**What is needed**
Every record must be copied exactly.

**Exercise data**
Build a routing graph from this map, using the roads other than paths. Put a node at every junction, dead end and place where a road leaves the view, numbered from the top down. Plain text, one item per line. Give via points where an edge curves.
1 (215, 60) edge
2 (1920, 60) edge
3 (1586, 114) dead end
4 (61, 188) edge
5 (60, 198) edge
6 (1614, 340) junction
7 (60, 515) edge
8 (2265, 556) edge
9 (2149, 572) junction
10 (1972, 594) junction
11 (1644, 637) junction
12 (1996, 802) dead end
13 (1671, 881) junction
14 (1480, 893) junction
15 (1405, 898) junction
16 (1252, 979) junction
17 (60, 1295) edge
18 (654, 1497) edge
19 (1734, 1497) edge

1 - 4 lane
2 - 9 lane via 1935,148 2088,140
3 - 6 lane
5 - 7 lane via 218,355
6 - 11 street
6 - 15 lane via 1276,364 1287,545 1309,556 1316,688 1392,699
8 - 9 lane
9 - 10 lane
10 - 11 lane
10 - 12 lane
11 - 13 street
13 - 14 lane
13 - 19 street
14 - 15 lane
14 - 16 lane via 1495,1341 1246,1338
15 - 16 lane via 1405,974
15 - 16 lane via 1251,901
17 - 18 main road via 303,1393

**Your response**
Build a routing graph from this map, using the roads other than paths. Put a node at every junction, dead end and place where a road leaves the view, numbered from the top down. Plain text, one item per line. Give via points where an edge curves.
1 (215, 60) edge
2 (1920, 60) edge
3 (1586, 114) dead end
4 (61, 188) edge
5 (60, 198) edge
6 (1614, 340) junction
7 (60, 515) edge
8 (2265, 556) edge
9 (2149, 572) junction
10 (1972, 594) junction
11 (1644, 637) junction
12 (1996, 802) dead end
13 (1671, 881) junction
14 (1480, 893) junction
15 (1405, 898) junction
16 (1252, 979) junction
17 (60, 1295) edge
18 (654, 1497) edge
19 (1734, 1497) edge

1 - 4 lane
2 - 9 lane via 1935,148 2088,140
3 - 6 lane
5 - 7 lane via 218,355
6 - 11 street
6 - 15 lane via 1276,364 1287,545 1309,556 1316,688 1392,699
8 - 9 lane
9 - 10 lane
10 - 11 lane
10 - 12 lane
11 - 13 street
13 - 14 lane
13 - 19 street
14 - 15 lane
14 - 16 lane via 1495,1341 1246,1338
15 - 16 lane via 1405,974
15 - 16 lane via 1251,901
17 - 18 main road via 303,1393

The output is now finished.